__What this task involves__
Apart from the images, reproduce every record word for word.

__Dataset excerpts__
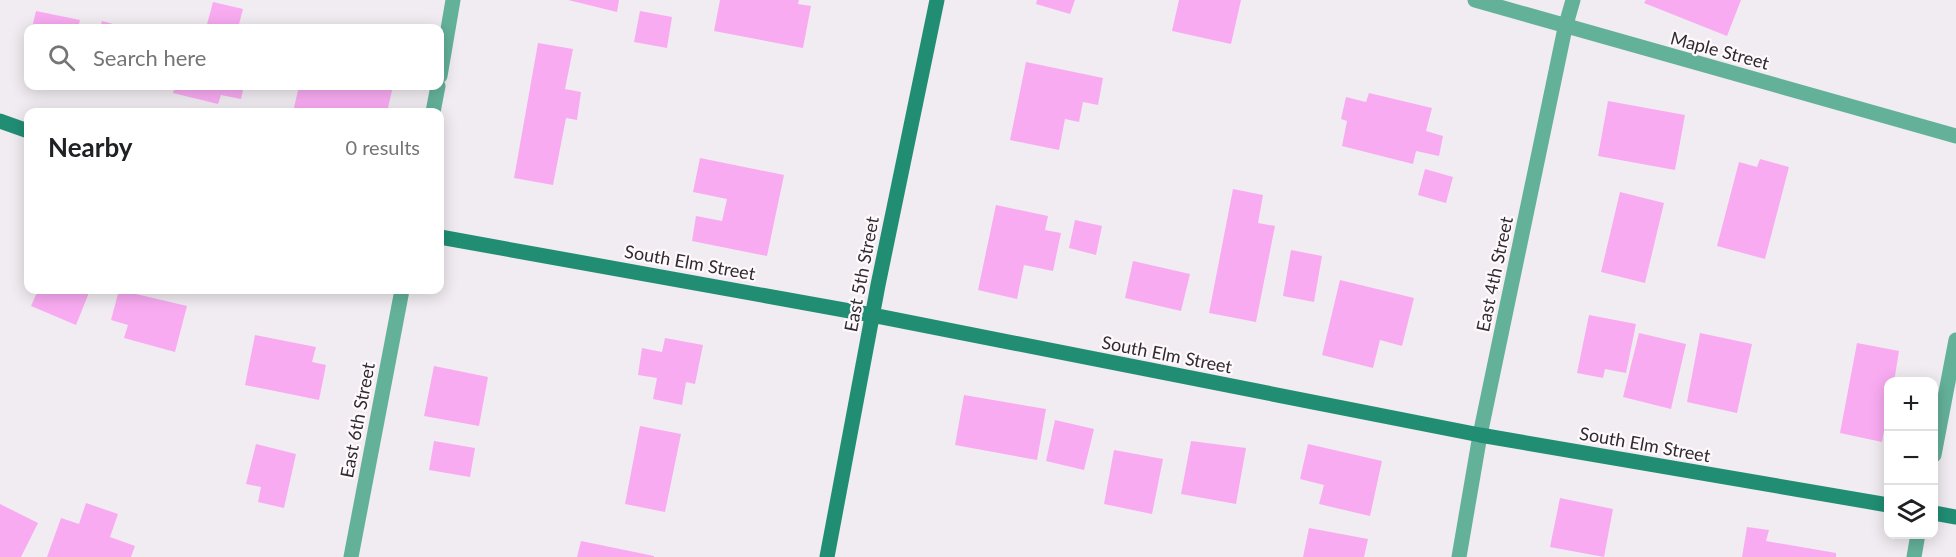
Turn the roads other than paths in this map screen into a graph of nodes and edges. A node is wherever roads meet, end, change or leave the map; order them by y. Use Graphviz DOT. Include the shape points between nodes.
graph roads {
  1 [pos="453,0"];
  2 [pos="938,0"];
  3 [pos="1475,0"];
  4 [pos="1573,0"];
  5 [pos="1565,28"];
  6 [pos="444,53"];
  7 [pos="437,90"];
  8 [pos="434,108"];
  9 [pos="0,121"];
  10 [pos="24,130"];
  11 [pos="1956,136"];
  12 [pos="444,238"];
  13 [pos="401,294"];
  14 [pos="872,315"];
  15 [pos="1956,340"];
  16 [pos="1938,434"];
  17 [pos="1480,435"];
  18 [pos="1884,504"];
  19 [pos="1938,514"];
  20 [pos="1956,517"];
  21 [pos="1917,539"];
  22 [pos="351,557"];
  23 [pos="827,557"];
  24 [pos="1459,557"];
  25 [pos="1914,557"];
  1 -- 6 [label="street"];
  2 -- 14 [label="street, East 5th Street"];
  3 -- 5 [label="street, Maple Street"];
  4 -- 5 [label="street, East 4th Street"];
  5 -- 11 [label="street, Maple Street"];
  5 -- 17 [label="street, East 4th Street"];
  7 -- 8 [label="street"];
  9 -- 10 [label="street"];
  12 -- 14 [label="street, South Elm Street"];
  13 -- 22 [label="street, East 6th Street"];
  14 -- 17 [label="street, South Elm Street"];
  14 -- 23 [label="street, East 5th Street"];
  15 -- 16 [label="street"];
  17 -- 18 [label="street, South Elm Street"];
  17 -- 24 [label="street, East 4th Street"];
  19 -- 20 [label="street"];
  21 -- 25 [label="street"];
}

__Output for this task__
Turn the roads other than paths in this map screen into a graph of nodes and edges. A node is wherever roads meet, end, change or leave the map; order them by y. Use Graphviz DOT. Include the shape points between nodes.
graph roads {
  1 [pos="453,0"];
  2 [pos="938,0"];
  3 [pos="1475,0"];
  4 [pos="1573,0"];
  5 [pos="1565,28"];
  6 [pos="444,53"];
  7 [pos="437,90"];
  8 [pos="434,108"];
  9 [pos="0,121"];
  10 [pos="24,130"];
  11 [pos="1956,136"];
  12 [pos="444,238"];
  13 [pos="401,294"];
  14 [pos="872,315"];
  15 [pos="1956,340"];
  16 [pos="1938,434"];
  17 [pos="1480,435"];
  18 [pos="1884,504"];
  19 [pos="1938,514"];
  20 [pos="1956,517"];
  21 [pos="1917,539"];
  22 [pos="351,557"];
  23 [pos="827,557"];
  24 [pos="1459,557"];
  25 [pos="1914,557"];
  1 -- 6 [label="street"];
  2 -- 14 [label="street, East 5th Street"];
  3 -- 5 [label="street, Maple Street"];
  4 -- 5 [label="street, East 4th Street"];
  5 -- 11 [label="street, Maple Street"];
  5 -- 17 [label="street, East 4th Street"];
  7 -- 8 [label="street"];
  9 -- 10 [label="street"];
  12 -- 14 [label="street, South Elm Street"];
  13 -- 22 [label="street, East 6th Street"];
  14 -- 17 [label="street, South Elm Street"];
  14 -- 23 [label="street, East 5th Street"];
  15 -- 16 [label="street"];
  17 -- 18 [label="street, South Elm Street"];
  17 -- 24 [label="street, East 4th Street"];
  19 -- 20 [label="street"];
  21 -- 25 [label="street"];
}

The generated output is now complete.